Local recurrence is a risk factor of tumor distant metastasis. Most distant metastasis of breast PT took place after local recurrence.^[9,26] However, other investigators did not observe the association between local recurrence and systemic spread.^[24] Moreover, local recurrence can be salvaged by secondary surgery.^[25] Whether the local recurrence is a predictive factor for metastasis of breast PT is still elusive.^[5] A study suggested that tumor size tended to be an independently predictive factor for local recurrence.^[9] Strong CEA expression in the epithelia correlated with local recurrence of PT of the breast, therefore, suitable to predict the clinical course of the disease.^[27] In addition, genetic abnormalities were pointed out to be responsible for recurrences of PT, especially 1q gain mapped to 1q21–23 region and 3p loss mapped to the FHIT gene in the 3p12–14 region.^[28] Tumor distant metastasis is the main cause of survival threatening. As long as the breast PT progresses to distant metastasis, its prognosis is unfavorable, and median survival ranges from 5 to 24 months.^[4,6,15,29] Our described patient gave rise to metastases after 54 months of first diagnosis and then died after 72 months. Microscopically, histology features of malignant PT are clear stromal cellular atypia, marked stromal overgrowth, infiltrating tumor margins, and >10/10 HPF of mitotic activity. Stromal cellularity, stromal overgrowth, tumor margin, and mitotic activity were all significantly correlated with distant metastases.^[17] It has been noted that 87.5% of PTs which had a characterization of mitotic activity greater than 15/10 HPF finally metastasized.^[30] MiR-21 played a crucial role in the molecular pathogenesis of PT metastasis.
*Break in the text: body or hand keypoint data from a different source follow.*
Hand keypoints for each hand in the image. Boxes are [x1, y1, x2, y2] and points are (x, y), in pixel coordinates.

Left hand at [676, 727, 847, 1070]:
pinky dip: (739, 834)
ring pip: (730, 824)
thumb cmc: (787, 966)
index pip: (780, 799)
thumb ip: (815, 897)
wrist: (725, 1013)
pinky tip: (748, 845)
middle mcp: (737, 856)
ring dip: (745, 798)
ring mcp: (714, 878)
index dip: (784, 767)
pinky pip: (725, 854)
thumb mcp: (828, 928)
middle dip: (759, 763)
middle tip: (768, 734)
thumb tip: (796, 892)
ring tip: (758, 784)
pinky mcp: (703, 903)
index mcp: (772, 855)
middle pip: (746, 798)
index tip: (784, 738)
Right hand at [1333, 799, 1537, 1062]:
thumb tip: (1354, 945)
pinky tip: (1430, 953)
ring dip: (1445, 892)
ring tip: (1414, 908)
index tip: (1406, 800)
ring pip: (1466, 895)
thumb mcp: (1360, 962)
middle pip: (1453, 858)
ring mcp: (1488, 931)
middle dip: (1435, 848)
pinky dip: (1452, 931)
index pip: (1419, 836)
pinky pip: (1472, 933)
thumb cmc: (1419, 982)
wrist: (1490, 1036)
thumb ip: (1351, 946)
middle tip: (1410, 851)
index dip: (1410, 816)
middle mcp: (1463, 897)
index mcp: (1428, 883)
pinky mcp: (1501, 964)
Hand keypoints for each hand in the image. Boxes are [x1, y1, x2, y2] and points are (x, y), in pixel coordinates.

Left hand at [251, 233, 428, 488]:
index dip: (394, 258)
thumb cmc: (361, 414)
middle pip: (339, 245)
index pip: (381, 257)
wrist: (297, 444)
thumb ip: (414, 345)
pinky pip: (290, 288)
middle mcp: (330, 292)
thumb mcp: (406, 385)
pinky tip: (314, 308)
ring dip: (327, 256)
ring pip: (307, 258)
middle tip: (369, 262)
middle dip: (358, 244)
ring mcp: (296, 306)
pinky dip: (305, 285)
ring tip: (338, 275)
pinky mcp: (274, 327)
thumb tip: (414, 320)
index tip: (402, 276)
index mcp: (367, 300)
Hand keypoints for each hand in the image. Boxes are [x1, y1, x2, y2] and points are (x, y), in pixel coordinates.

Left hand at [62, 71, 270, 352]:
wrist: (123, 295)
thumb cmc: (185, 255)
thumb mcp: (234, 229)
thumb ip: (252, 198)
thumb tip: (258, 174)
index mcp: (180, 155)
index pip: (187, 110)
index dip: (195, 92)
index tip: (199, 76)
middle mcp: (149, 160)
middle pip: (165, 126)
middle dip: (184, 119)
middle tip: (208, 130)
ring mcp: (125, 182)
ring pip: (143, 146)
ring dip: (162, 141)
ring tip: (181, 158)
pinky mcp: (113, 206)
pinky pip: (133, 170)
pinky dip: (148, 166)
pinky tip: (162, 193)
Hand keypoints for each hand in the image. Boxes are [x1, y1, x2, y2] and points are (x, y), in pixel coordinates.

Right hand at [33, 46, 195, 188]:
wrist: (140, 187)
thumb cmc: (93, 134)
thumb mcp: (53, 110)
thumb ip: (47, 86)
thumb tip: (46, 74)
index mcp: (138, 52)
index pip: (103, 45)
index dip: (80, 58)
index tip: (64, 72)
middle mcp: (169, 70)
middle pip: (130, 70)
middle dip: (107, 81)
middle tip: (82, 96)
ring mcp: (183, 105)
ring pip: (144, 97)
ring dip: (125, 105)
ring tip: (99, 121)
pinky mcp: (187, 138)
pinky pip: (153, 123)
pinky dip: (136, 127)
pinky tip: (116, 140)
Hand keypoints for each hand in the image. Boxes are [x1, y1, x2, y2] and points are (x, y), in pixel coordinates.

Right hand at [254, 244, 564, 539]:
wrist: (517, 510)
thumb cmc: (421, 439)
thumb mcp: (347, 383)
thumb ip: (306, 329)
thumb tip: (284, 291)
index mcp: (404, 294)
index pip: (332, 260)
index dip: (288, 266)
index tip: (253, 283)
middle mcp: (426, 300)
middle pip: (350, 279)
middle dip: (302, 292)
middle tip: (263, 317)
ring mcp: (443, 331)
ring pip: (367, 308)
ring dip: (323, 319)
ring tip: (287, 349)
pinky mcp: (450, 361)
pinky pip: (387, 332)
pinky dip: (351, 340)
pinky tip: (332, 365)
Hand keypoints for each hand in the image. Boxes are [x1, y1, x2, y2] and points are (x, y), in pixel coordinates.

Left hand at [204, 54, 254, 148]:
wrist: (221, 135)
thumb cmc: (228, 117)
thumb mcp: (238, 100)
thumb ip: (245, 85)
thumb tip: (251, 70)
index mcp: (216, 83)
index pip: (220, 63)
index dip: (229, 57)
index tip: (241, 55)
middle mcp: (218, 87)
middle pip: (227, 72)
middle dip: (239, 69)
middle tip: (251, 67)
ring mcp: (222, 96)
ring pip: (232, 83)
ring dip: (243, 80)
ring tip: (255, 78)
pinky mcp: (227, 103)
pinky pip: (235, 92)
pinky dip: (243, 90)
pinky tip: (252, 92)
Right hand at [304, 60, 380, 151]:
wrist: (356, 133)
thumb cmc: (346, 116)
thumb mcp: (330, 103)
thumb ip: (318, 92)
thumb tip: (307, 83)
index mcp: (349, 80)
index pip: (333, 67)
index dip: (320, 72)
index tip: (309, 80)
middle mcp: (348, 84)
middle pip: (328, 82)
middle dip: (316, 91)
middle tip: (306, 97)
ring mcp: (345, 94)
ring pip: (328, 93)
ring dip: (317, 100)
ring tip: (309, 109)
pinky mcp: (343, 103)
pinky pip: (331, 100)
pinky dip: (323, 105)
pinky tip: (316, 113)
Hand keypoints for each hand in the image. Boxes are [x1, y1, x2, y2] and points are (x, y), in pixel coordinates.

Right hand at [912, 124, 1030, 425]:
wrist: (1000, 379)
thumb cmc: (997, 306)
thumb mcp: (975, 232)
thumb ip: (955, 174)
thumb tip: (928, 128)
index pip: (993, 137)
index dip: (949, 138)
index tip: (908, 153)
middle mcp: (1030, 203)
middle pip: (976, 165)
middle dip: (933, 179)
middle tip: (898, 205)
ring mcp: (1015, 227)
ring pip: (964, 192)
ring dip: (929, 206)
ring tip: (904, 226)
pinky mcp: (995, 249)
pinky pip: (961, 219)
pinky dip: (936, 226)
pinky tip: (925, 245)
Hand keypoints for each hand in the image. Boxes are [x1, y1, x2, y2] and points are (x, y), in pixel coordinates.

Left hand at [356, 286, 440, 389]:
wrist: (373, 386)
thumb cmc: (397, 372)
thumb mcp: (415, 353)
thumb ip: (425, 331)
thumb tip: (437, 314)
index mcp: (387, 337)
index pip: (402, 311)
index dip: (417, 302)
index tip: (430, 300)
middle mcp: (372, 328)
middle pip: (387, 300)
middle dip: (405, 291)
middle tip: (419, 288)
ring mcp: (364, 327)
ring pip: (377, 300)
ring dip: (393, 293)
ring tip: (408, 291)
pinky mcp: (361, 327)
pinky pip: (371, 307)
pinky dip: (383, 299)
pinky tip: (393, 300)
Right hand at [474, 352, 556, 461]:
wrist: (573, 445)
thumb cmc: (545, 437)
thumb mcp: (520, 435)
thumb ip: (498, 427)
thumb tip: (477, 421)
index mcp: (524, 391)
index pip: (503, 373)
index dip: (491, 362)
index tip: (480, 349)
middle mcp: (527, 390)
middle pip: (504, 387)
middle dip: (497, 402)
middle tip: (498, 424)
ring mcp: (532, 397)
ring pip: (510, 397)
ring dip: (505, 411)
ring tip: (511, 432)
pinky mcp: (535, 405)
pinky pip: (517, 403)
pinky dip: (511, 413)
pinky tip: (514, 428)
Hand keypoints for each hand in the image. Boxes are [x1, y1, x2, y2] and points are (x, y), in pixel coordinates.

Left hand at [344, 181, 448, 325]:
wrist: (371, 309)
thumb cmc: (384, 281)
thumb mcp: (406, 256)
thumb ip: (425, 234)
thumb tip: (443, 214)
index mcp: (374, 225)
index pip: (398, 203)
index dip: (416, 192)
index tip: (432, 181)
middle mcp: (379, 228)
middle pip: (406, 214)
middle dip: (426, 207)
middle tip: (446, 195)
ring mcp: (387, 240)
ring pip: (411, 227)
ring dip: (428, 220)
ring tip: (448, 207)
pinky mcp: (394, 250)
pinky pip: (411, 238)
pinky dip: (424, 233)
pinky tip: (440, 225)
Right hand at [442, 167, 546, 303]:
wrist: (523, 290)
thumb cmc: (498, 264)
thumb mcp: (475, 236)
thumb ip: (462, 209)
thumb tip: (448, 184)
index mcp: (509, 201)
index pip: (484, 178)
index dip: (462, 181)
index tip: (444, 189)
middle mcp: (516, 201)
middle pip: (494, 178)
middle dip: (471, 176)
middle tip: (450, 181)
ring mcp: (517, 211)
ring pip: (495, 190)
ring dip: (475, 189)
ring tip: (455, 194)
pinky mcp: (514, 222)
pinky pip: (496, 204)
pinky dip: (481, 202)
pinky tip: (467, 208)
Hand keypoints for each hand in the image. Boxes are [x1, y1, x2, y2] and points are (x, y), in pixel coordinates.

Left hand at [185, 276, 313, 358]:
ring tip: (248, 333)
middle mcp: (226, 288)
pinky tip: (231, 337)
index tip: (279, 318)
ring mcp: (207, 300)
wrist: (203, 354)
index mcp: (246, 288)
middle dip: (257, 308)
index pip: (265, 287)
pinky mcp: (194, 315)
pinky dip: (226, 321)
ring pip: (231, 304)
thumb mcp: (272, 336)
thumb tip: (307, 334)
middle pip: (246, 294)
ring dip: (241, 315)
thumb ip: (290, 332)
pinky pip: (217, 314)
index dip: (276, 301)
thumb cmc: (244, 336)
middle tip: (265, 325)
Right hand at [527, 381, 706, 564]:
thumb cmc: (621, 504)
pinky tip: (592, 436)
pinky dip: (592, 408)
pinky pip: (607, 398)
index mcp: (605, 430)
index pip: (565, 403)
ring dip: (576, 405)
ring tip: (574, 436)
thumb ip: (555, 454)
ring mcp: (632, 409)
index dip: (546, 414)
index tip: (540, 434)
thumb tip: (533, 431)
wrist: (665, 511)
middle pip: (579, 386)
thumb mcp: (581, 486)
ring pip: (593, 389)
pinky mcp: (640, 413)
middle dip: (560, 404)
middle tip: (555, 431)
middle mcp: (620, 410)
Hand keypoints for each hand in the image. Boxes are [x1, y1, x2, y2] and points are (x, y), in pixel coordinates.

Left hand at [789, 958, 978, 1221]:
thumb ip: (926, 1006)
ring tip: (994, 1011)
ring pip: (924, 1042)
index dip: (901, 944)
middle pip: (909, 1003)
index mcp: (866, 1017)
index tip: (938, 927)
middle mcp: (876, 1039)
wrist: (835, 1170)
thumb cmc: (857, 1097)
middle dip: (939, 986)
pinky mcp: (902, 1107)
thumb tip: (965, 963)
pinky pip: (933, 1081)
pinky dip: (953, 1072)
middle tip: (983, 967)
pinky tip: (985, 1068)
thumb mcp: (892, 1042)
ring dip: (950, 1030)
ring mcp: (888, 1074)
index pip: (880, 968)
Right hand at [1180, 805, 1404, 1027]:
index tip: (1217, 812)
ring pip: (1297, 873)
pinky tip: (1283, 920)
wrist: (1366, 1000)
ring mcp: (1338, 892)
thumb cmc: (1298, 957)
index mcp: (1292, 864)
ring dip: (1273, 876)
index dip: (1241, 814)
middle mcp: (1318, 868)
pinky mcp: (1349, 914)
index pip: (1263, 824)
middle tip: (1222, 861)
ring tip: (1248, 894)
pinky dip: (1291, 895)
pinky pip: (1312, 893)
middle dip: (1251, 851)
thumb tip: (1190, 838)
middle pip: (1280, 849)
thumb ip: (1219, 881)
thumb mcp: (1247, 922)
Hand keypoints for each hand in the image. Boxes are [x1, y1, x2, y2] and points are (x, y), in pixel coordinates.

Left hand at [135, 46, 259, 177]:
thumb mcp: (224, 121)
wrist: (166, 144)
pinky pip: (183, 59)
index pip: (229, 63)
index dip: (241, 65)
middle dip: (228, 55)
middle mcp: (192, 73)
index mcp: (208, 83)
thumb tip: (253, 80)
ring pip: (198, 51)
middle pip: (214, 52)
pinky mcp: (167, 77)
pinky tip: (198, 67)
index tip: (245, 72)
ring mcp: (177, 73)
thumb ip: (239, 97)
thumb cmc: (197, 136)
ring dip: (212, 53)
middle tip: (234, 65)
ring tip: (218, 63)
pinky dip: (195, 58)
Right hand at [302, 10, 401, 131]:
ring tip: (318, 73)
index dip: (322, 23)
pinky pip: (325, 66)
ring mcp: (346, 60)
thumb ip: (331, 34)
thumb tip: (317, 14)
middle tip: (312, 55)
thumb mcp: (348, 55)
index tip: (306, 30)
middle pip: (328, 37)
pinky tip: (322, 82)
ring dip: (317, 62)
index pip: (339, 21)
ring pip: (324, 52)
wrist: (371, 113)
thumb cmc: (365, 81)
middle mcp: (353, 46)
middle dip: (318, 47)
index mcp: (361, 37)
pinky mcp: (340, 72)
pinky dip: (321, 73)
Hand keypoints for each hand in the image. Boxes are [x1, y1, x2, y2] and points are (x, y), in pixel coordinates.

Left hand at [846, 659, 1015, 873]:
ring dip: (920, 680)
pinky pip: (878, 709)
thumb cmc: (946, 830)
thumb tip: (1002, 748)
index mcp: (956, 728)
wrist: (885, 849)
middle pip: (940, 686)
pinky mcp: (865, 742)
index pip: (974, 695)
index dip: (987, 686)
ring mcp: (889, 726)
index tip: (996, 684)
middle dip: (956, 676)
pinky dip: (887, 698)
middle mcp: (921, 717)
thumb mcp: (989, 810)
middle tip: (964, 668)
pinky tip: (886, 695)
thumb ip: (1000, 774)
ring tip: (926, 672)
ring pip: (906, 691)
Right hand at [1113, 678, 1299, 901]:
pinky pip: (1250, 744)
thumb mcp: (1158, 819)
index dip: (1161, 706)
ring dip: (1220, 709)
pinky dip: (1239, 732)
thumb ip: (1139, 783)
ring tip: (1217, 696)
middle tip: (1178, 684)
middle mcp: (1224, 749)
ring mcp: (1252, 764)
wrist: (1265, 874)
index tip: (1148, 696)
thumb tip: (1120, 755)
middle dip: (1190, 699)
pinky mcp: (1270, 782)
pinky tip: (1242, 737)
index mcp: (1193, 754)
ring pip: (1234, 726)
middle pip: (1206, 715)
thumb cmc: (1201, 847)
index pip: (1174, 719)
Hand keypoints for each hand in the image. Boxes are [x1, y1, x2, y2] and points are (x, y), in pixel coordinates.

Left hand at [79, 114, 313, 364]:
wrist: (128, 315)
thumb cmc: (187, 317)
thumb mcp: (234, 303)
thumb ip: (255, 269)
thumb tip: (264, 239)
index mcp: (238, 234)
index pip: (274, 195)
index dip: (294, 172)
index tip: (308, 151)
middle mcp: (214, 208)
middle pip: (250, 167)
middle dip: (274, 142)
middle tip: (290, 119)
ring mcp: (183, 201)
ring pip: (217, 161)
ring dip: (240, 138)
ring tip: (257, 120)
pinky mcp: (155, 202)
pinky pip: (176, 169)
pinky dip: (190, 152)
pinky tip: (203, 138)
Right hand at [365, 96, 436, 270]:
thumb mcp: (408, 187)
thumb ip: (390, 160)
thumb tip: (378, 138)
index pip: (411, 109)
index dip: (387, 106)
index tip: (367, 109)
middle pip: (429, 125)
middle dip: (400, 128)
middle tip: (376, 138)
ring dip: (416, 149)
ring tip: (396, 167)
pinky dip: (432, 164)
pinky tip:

It induced myofibroblast differentiation, subsequently regulated migration, and promoted metastasis.^[31] Autophagy-related protein LC3A expression in the stromal component of PT was significantly associated with distant metastasis.^[32] Metastatic PTs had a remarkably higher stromal CD10 expression, and cases with negative CD10 expression did not metastasized.^[33,34] High expression of CD10, as a metalloprotease, might increase the potential of metastasis by providing tumors with the capacity of invading vessel walls.^[33] However, these markers are still not powerful prediction in clinical practice.^[27,28,34] It is important to identify some reliable factors to predict recurrence of PT and manage patients in early period.

4. Conclusion

Current case represented a malignant breast PT with local recurrences and an extraordinary localization of metastasis (pelvic cavity), but the patient possessed of long-term survival following operation and chemotherapy. From the case report of our study, we proposed that reliable predictive factors should be explored to identify patients at high risk of local recurrence and distant metastasis. Although breast PTs have unfavorable prognosis, there is no standardized therapeutic strategy for it, so there is urgent need to perform well-designed prospective studies for investigating the roles of different strategies in treatment of breast PT.